Alles was zählt, ist die richtige Clique. Mit dreizehn bemerkt Tracy (Evan Rachel Wood), dass sie keine brave Schülerin mehr sein will. Sie will Spaß, sie will Jungs und vor allem will sie die Freundschaft der von allen bewunderten Schulkameradin Evie (Nikki Reed). Doch die Zugehörigkeit zu den coolsten Mädchen hat ihren Preis ...

Catherine Hardwicke zeigt in ihrem Regie-Erstling am Alltag zweier frühreifer Mädchen die Abgründe des Teenager-Daseins in den USA, Konsumwahn und Drogenmissbrauch inklusive. Das Drehbuch verfasste sie zusammen mit Nikki Reed, die im Film die Evie spielt.

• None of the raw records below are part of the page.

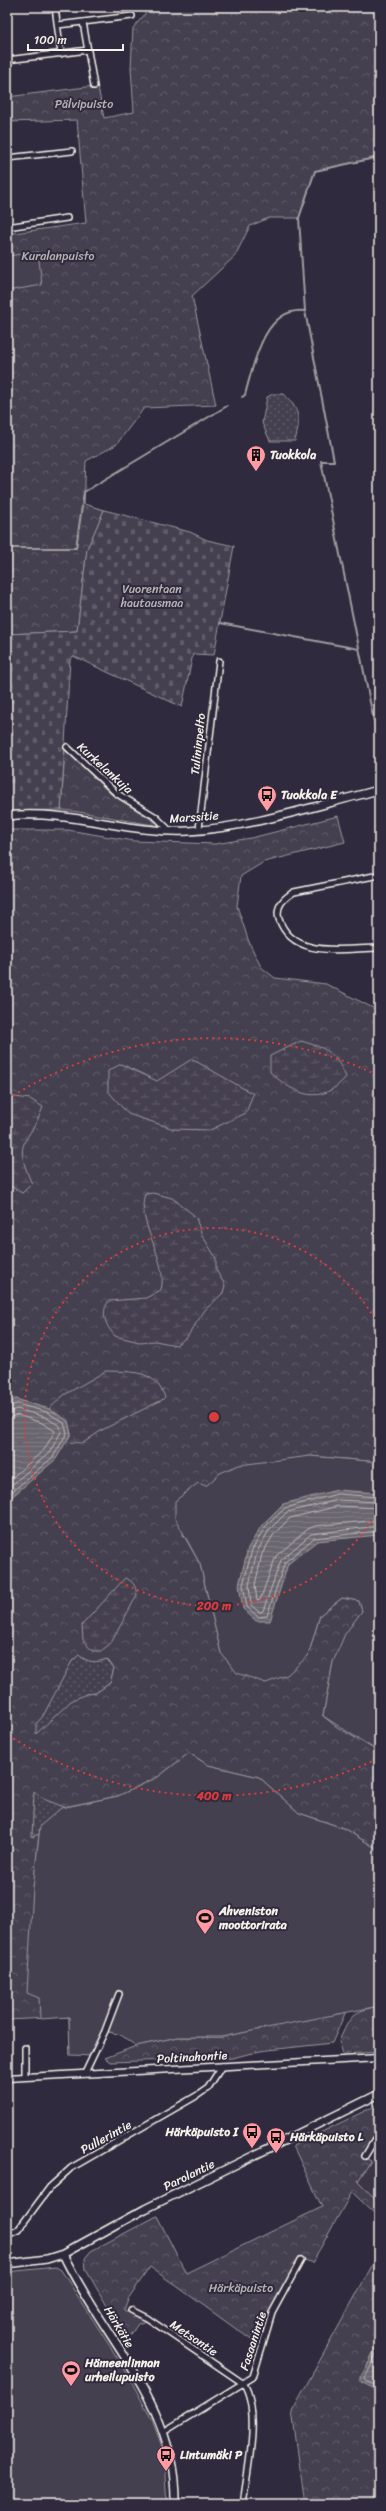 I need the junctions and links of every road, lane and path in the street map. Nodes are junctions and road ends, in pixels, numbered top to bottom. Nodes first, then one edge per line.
1 (55, 7) edge
2 (132, 16) dead end
3 (83, 22) junction
4 (58, 25) junction
5 (88, 50) junction
6 (61, 54) junction
7 (7, 60) edge
8 (94, 86) dead end
9 (72, 151) dead end
10 (7, 158) edge
11 (67, 218) dead end
12 (7, 227) edge
13 (219, 661) dead end
14 (67, 747) dead end
15 (379, 790) edge
16 (7, 816) edge
17 (199, 829) junction
18 (169, 830) junction
19 (379, 875) edge
20 (379, 948) edge
21 (119, 1994) dead end
22 (26, 2048) dead end
23 (379, 2058) edge
24 (222, 2066) junction
25 (85, 2073) junction
26 (25, 2077) junction
27 (7, 2078) edge
28 (379, 2094) edge
29 (379, 2133) edge
30 (365, 2156) dead end
31 (7, 2236) edge
32 (63, 2254) junction
33 (301, 2260) dead end
34 (7, 2264) edge
35 (131, 2310) dead end
36 (244, 2384) junction
37 (164, 2431) junction
38 (175, 2504) edge
39 (243, 2504) edge

1 - 4 street
2 - 3 street
3 - 4 street
3 - 5 street
4 - 6 street
5 - 6 street
5 - 8 street
6 - 7 street
9 - 10 street
11 - 12 street
13 - 17 street, Tulininpelto
14 - 18 street, Kurkelankuja
15 - 17 main road, Marssitie
16 - 18 main road, Marssitie
17 - 18 main road, Marssitie
19 - 20 street
21 - 25 street
22 - 26 street
23 - 24 street, Poltinahontie
24 - 25 street, Poltinahontie
24 - 31 street, Pullerintie
25 - 26 street, Poltinahontie
26 - 27 street, Poltinahontie
28 - 32 main road, Parolantie
29 - 30 street
32 - 34 main road, Parolantie
32 - 37 main road, Härkätie
33 - 36 street, Fasaanintie
35 - 36 street, Metsontie
36 - 37 street
36 - 39 street
37 - 38 main road, Härkätie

Neben Hardwicke und Reed kommen im Audiokommentar der DVD auch die Darsteller Evan Rachel Wood und Brady Corbet zu Wort. Während Reed und Wood sich mit Anekdoten zum Dreh schier überschlagen, hält sich Corbet weitgehend im Hintergrund. Hardwicke nennt ihre Intentionen bei einzelnen Szenen und gibt Infos zu den Darstellern und Locations.

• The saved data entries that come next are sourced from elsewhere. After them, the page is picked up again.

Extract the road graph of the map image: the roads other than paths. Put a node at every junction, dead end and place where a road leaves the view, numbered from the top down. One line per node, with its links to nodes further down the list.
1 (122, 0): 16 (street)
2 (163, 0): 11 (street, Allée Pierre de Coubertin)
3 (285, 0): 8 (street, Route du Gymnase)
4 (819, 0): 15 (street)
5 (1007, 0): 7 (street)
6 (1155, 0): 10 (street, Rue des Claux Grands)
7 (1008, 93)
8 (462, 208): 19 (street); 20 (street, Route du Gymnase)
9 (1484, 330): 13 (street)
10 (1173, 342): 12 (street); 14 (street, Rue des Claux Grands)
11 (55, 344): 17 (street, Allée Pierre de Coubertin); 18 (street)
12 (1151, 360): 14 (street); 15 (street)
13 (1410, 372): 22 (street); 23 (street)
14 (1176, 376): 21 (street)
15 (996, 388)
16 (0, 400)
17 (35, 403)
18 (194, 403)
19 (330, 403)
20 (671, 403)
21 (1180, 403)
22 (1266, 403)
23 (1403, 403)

Das sechsminütige Making of zeigt Ausschnitte aus dem Film und kurze Statements von Hardwicke, Reed und Wood.

Weiterhin finden sich zehn geschnittene Szenen, die einzeln oder gesamt angewählt werden können (ca. 10 Min.) und von Hardwicke erläutert werden. SB

Fazit

Film-Check: Trotz bemühter Realitätsnähe werden die Probleme zu gehäuft und zu lehrstückhaft präsentiert. Zweifellos aber eine lobenswerte Ergänzung zu den üblichen platten Teenie-Komödien.
DVD-Fazit: 13-Jährige verwandelt sich über Nacht in Problemfall. Während der Film eher oberflächlich mit der Problematik frühreifer Teenies umgeht, bringt die Regisseurin im Kommentar ihre Kritik an dem Druck, unter dem Jugendliche in den USA heute aufwachsen, zum Ausdruck. Diskussionsstoff ist jedenfalls geboten.